#### Input

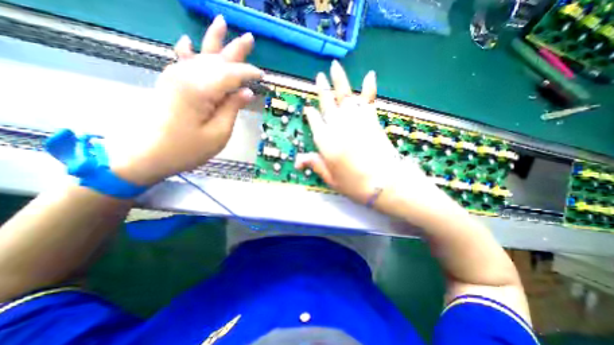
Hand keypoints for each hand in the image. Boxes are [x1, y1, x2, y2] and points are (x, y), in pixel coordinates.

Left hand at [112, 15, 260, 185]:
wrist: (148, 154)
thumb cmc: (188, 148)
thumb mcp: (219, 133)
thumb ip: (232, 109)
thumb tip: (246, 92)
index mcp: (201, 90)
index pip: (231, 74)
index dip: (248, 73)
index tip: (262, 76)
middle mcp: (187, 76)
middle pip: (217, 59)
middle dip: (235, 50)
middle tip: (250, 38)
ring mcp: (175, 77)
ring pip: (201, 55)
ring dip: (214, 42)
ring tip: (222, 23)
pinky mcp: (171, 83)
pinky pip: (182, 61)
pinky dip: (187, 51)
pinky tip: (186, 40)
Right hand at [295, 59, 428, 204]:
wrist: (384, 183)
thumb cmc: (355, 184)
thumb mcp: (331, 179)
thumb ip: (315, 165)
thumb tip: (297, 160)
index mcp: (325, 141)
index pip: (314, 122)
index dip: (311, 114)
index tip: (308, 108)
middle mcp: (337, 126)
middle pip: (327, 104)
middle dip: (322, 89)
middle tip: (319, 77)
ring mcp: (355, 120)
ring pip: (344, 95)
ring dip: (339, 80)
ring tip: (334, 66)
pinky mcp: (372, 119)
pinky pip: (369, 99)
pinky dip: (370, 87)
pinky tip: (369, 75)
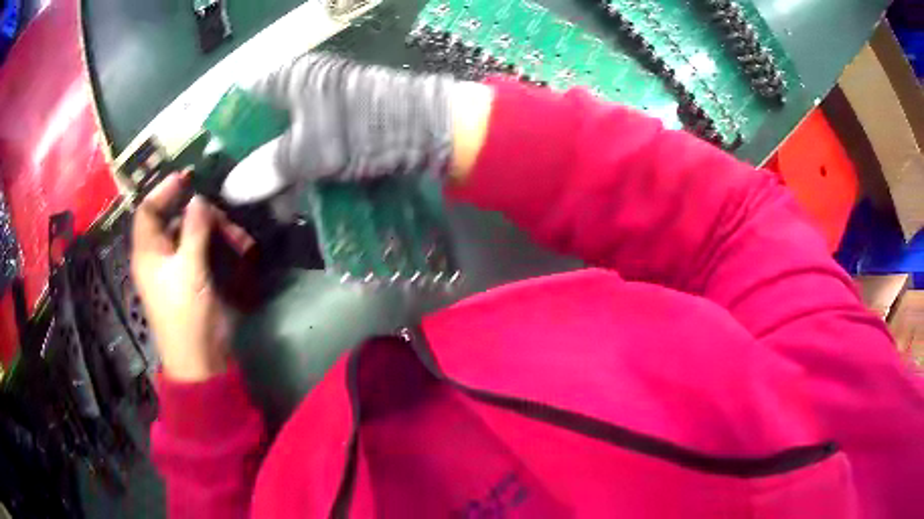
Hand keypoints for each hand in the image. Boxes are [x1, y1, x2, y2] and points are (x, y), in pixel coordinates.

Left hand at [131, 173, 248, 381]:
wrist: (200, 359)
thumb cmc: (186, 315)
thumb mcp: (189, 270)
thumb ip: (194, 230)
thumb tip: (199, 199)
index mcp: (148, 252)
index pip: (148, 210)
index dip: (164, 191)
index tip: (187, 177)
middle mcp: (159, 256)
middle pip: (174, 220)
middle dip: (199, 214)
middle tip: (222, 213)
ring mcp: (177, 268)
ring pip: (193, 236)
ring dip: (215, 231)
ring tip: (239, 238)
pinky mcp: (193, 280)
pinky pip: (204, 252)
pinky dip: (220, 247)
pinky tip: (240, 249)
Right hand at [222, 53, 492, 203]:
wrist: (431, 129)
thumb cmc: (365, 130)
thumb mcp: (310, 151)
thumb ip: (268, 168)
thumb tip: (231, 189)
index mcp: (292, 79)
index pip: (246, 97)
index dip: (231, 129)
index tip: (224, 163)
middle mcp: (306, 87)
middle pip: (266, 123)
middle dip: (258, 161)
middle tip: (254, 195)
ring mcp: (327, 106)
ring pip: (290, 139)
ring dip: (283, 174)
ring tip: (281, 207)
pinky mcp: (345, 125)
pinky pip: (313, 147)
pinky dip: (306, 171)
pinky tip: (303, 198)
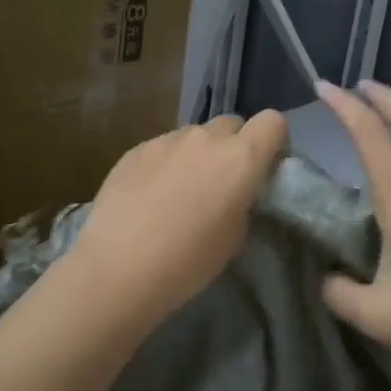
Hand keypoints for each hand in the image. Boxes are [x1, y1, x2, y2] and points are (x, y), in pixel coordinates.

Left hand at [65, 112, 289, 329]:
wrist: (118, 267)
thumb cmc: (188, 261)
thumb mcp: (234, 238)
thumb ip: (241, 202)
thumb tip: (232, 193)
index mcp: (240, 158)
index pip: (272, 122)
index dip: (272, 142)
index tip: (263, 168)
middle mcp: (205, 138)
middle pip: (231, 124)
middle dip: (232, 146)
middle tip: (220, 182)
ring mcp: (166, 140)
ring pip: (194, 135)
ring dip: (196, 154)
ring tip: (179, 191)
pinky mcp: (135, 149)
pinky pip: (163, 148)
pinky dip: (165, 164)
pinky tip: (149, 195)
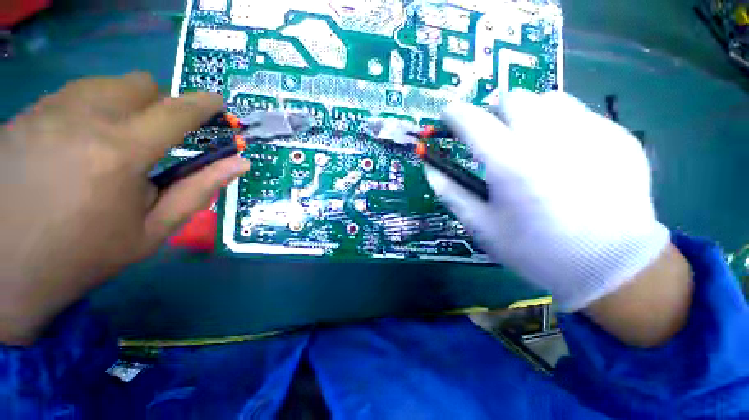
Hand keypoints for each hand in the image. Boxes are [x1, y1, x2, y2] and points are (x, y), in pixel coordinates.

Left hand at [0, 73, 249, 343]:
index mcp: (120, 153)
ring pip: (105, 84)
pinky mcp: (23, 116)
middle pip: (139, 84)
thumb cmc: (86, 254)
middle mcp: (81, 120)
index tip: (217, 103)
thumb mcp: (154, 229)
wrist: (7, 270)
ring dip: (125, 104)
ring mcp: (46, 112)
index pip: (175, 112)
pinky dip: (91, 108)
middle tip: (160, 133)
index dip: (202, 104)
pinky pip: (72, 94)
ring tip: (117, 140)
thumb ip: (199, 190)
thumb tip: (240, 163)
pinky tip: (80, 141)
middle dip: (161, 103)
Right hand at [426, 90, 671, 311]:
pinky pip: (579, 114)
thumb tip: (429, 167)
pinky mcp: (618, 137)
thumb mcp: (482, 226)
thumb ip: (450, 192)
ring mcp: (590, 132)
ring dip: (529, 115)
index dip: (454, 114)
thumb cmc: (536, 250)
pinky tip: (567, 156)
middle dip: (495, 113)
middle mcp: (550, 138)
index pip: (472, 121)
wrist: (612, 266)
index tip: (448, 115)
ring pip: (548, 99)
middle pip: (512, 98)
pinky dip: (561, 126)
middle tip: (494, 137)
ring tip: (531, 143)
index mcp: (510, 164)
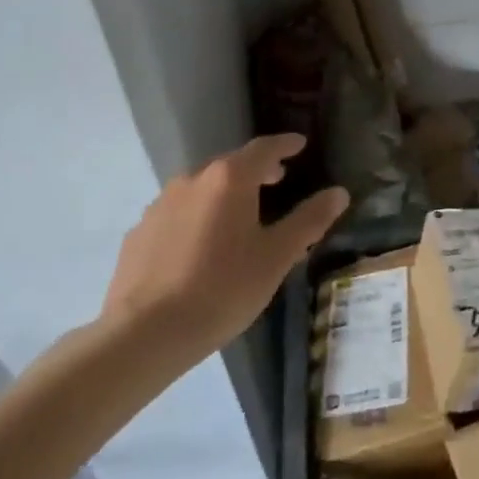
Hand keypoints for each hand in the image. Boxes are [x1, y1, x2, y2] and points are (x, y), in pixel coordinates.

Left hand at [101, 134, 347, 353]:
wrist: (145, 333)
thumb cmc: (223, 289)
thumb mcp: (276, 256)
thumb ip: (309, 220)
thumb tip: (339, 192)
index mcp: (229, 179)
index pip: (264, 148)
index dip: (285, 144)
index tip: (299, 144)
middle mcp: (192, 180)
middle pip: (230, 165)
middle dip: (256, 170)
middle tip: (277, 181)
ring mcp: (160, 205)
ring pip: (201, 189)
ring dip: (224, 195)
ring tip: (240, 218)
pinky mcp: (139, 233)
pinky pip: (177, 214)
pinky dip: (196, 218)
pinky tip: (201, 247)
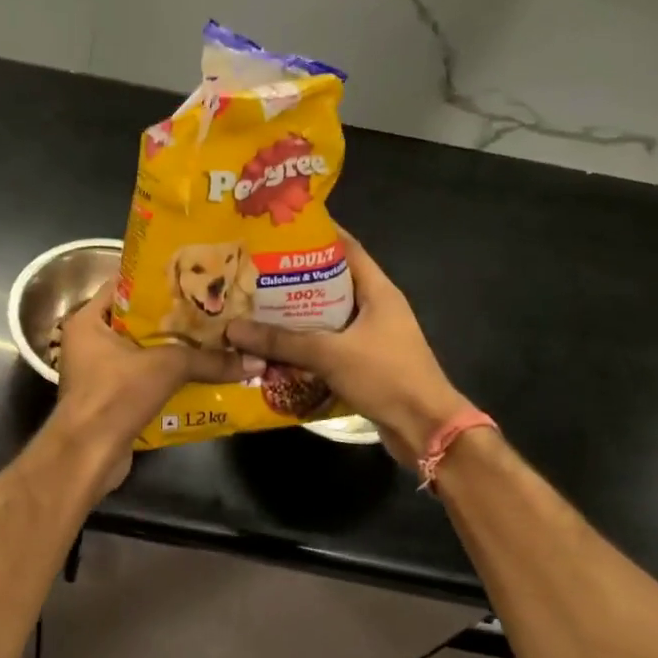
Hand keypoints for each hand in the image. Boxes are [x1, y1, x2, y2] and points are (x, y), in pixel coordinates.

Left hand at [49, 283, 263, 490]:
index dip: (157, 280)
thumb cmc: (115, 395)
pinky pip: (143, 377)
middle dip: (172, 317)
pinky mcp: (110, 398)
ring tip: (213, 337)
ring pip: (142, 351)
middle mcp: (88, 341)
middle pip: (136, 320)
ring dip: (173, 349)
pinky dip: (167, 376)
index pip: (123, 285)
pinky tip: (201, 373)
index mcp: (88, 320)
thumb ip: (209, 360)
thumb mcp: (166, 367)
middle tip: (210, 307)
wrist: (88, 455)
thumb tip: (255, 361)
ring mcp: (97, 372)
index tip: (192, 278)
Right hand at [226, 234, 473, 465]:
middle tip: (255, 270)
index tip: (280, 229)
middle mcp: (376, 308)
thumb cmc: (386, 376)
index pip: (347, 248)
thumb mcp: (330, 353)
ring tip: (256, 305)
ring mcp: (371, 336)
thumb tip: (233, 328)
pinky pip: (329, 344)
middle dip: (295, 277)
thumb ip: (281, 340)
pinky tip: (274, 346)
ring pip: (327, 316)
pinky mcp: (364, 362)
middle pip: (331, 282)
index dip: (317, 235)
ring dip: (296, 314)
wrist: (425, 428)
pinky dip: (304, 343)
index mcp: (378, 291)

########

Exercise brief: The answer must consist only of the lines from the beginning of the entries above through the line that holds "pinky tip: (369, 75)", reproduced exactly and without pictures.

Solution to the problem:
Hand keypoints for each hand in the image. Boxes are [x1, y1, x2, y2] and points are (x, y), in pixel coordinates.

Left hand at [112, 15, 260, 185]:
wrist: (148, 154)
thumb cmc: (188, 148)
thumb mcp: (219, 133)
thumb ip: (232, 109)
thumb tip: (246, 92)
index mcp: (201, 90)
index pip: (231, 74)
index dip: (248, 73)
index tip: (262, 76)
middle mcp: (187, 76)
middle pip: (217, 59)
middle dip: (235, 50)
middle tip: (250, 38)
ring mcp: (175, 77)
ring pip: (201, 55)
ring dip: (214, 42)
ring tip: (222, 23)
pinky mcp: (171, 83)
pinky pip: (182, 61)
pinky dip: (187, 51)
pinky tip: (186, 40)
Right hand at [295, 59, 428, 204]:
wrist: (384, 183)
thumb cmc: (355, 184)
thumb mcp: (331, 179)
thumb ip: (315, 165)
thumb tip: (297, 160)
index mcp: (325, 141)
index pip: (314, 122)
index dip: (311, 114)
index tip: (308, 108)
middle mcp: (337, 126)
middle pip: (327, 104)
middle dip: (322, 89)
middle tip: (319, 77)
ring mcp: (355, 120)
ring pip: (344, 95)
ring dip: (339, 80)
ring tip: (334, 66)
pinky mcp: (372, 119)
pinky pip: (369, 99)
pinky dip: (370, 87)
pinky tip: (369, 75)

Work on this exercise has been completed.